Why the current crisis has no solution
Sep. 23rd, 2011 06:21 amFor at least thirty years, most Western countries - Italy least of all, because capitals shortage has long been a national problem - have effectively been transferring the power to decide and direct public policy to what are commonly called "the markets". These "markets" have grown enormously in capitalization and in autonomy. Even the authorities that controlled them - the Stock Exchanges of New York, London, Frankfurt, etc - have been largely privatized and frequently been objects of mutual takeover efforts. Whether or not these were successful, they were the public evidence that the public power - the state - did not wish to have any role of control or even of supervision over these boiling, rabid oceans of ill-controlled money.
The reason Greek philosophers, and their successors until the Enlightenment and beyond, treated democracy with nervousness if not with contempt is that they dreaded mob rule. Ancient democracy, such as prevailed in Athens, was based on the assembly of free citizens, and was constantly in danger - unless managed by a strong and respected politician such as Pericles - of reverting to mob rule. And in mob rule, the philosophers dreaded not so much the element we think of most easily - the unleashed violence of the mob, street murders in revolutionary Paris or lynchings in the old South - but its fecklessness, its inability to settle on any goal and achieve it, its being, politically speaking, quicksand. Mob rule means the lack of any sense of public direction, of any boldness or moral authority, and of any ability to say yes or no.
Well, the unrestricted power of the markets is mob rule, and mob rule with a terrible refinement - it is ultimately not human. A mob made of human beings is at least susceptible to human influences; classical accounts are full of crazed mobs brought to their senses by some respected individual, an Aristides or a Memenius. And that is not only a matter of ancient legends: we have seen, in our lifetimes, an instance of the most terrible of all mobs - an armed mob of soldiers - stopped in their track by the moral authority of three people. But the current "markets" are a cyber-mob, trained to mindlessly follow the buy or sell orders automatically issued by their number-crunching machines - like the damned sheeple in Dante, who, having never shown any personality of their own at all, were condemned to pursue for all eternity a meaningless rotting rag instead of a flag.

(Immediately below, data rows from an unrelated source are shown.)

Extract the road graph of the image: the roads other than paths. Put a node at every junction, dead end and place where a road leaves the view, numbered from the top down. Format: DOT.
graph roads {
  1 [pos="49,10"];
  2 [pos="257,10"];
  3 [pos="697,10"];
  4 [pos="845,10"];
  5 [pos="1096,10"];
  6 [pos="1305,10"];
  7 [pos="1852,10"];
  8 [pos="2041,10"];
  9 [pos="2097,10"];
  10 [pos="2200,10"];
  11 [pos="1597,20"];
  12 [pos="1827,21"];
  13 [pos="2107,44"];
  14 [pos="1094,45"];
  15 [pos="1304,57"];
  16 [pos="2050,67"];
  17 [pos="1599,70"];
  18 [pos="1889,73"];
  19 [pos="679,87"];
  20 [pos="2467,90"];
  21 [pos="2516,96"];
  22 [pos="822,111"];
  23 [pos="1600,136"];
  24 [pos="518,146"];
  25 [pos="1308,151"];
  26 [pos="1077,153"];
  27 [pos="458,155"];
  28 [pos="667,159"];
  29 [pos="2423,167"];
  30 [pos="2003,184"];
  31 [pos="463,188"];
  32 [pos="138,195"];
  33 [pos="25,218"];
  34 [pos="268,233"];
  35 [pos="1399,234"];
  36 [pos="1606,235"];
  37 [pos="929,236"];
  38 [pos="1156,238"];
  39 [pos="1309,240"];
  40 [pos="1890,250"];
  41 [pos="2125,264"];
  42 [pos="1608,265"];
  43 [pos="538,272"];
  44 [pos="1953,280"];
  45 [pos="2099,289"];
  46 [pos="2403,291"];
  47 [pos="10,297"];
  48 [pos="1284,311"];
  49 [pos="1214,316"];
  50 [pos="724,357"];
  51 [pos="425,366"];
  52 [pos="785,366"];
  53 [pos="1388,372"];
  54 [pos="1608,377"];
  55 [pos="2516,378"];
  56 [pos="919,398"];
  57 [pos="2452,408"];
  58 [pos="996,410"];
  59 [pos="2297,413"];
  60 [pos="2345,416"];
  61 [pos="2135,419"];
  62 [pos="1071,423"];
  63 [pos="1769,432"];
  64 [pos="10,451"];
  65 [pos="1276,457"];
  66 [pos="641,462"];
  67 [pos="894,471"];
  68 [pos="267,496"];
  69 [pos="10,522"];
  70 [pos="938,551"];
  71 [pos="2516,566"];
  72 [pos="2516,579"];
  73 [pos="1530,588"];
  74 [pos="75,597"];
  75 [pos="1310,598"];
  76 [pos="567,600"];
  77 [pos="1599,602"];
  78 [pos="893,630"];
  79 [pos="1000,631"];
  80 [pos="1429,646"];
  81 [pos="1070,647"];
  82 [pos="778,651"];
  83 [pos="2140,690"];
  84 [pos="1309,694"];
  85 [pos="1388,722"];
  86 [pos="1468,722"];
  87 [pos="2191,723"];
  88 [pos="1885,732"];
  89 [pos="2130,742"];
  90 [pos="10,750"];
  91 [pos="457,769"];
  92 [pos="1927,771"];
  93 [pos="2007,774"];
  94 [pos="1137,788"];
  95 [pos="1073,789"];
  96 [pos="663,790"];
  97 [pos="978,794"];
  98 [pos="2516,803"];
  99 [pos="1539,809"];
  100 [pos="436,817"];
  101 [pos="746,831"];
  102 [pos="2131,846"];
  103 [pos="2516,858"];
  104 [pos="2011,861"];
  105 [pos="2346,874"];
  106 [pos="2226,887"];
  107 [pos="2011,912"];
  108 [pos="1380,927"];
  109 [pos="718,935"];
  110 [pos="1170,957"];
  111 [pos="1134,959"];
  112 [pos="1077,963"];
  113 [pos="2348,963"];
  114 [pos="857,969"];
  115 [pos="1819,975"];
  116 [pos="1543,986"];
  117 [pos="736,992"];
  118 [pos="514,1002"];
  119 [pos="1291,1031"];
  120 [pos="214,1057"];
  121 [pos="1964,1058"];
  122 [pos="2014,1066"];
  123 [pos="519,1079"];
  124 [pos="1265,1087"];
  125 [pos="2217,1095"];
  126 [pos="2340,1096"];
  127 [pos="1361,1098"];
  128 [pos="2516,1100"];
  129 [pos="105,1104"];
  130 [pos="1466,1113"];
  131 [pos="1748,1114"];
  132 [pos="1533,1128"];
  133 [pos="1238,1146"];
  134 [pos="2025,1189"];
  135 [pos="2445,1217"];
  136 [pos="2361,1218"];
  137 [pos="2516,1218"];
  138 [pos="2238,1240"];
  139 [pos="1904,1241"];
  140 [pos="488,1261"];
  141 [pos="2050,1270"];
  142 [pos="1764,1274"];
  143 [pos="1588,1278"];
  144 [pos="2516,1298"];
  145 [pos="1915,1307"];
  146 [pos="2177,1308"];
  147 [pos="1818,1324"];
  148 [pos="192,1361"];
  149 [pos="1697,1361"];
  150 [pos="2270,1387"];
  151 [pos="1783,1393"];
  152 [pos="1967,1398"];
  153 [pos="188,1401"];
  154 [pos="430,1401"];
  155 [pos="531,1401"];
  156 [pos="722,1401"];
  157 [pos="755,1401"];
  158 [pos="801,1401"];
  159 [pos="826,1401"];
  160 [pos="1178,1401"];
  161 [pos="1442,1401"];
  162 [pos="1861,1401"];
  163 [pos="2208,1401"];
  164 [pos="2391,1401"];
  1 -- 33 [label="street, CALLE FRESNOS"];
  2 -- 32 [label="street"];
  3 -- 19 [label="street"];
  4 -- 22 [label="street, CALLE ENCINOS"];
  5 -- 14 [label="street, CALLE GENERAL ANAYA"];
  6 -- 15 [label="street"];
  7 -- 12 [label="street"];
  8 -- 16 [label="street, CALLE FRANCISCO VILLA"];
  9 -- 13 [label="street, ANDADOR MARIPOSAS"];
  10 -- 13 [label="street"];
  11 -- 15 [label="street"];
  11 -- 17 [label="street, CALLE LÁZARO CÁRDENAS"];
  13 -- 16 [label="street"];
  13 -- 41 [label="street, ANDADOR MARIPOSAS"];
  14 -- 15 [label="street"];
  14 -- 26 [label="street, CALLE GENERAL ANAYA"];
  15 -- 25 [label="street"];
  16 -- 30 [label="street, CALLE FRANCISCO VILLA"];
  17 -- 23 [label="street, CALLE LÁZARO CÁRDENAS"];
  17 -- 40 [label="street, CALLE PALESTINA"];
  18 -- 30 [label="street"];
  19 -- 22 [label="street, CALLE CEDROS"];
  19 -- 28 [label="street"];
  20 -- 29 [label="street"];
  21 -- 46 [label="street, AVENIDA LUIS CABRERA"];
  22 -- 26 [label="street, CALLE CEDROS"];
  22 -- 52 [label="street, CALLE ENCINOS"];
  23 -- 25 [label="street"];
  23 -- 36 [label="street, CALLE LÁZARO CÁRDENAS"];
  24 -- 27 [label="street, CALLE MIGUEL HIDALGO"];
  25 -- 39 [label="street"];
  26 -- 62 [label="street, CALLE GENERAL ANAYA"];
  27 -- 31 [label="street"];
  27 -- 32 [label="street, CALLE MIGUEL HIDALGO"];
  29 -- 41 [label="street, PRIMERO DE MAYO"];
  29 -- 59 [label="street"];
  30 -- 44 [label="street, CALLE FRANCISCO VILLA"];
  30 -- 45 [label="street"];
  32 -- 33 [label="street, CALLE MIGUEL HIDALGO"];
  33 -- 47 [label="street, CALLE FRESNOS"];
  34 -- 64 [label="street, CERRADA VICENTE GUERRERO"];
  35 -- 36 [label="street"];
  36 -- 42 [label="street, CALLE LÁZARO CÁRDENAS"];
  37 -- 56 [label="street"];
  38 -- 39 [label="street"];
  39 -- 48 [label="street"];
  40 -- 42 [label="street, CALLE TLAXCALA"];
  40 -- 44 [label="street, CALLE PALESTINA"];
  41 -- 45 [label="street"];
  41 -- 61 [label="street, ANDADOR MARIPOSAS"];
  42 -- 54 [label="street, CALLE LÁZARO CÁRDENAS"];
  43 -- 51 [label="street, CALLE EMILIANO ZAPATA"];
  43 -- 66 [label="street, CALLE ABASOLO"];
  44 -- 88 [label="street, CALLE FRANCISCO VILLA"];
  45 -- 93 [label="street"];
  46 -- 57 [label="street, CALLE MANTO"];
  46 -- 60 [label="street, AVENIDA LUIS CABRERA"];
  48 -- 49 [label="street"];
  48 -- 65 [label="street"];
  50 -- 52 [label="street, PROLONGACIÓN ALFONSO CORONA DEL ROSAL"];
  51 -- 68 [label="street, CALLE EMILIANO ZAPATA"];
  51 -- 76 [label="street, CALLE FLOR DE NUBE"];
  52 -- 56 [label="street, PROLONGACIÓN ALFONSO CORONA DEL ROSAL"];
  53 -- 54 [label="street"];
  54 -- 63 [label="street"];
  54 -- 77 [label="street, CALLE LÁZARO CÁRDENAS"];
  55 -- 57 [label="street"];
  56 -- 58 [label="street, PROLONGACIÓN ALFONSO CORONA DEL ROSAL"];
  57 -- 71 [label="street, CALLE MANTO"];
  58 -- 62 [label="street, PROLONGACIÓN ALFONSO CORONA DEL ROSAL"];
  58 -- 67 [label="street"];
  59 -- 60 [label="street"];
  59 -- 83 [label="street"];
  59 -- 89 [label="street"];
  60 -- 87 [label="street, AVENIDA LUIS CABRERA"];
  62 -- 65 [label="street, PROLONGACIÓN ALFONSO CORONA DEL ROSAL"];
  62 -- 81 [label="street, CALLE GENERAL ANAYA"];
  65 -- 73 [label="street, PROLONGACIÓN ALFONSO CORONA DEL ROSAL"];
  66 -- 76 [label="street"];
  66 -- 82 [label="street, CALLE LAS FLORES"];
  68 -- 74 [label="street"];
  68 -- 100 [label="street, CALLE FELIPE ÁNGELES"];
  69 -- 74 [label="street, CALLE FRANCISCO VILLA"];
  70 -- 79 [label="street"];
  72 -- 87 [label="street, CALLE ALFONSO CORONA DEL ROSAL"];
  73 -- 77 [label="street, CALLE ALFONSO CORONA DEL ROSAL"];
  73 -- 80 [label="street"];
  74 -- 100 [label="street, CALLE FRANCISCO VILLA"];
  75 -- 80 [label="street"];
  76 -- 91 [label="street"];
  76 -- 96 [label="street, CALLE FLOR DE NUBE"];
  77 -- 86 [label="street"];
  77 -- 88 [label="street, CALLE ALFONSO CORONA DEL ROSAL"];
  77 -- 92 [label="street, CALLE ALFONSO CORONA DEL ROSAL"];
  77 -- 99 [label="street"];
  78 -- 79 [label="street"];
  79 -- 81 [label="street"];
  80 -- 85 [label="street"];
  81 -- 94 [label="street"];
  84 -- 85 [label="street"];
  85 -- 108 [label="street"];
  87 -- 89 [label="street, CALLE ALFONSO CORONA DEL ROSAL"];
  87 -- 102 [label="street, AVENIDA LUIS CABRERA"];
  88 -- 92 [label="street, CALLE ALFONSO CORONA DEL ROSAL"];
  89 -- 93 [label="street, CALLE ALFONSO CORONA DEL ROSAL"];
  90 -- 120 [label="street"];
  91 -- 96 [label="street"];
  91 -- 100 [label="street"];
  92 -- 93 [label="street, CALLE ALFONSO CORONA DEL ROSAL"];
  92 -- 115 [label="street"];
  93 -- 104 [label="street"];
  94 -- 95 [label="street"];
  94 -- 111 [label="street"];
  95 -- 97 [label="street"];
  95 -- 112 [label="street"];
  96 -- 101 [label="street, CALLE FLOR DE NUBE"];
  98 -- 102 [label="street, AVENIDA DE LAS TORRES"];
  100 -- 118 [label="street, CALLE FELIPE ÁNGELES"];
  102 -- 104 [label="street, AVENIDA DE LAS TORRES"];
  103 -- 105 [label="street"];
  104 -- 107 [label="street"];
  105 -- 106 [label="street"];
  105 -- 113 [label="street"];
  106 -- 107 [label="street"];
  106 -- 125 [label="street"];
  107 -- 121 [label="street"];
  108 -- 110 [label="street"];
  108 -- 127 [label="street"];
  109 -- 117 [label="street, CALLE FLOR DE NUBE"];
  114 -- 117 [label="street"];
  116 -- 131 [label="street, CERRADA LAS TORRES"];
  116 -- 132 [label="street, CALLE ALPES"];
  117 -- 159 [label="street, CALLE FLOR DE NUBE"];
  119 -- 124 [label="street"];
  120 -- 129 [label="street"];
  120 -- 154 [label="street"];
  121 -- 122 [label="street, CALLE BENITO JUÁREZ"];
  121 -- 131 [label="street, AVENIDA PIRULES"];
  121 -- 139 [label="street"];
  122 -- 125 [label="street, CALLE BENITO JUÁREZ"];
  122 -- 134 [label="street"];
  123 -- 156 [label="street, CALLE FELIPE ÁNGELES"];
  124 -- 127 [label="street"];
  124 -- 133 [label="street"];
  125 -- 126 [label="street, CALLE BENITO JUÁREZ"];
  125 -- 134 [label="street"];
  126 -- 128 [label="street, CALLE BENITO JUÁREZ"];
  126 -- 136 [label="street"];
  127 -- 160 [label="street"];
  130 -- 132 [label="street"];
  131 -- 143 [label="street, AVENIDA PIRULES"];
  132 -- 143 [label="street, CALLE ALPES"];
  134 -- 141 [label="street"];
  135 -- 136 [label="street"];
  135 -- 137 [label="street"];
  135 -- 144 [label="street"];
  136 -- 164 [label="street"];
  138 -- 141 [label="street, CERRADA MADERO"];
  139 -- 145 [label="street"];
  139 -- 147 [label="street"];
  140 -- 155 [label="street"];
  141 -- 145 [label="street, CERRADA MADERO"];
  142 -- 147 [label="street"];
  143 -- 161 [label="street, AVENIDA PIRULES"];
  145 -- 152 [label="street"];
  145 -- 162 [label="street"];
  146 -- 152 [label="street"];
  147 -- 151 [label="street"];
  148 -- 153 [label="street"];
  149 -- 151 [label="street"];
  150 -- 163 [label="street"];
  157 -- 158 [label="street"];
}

Now we have come to the last pinch of the vise. Having devoured all sense of public authority, having insulated themselves against any kind of control, having, indeed, grown by means that no legitimate authority would tolerate - one estimate claimed that as much as 20% of the capital swilling around the world's market was of illegal origin; as good a reason as any to legalize the drugs trade - the markets now discovered that without the voice of authority, the titles and deeds and capitals they trade are worth nothing. And so they yelp for the very authorities whose authority they have devoured to save them from the logic of their machines, hammering their own stocks with mechanical persistence; at the same time as they reject each successive attempt by the public authorities to impose some control as inadequate and not credible.
Ultimately, this is connected in various ways with the disastrous series of decisions that have entrenched debt at the centre of modern economies and privatized everything that was not nailed down and plenty of things that were. To tease out the various ways in which these things are interdependent would take more time than I have right now, but I may return to the subject.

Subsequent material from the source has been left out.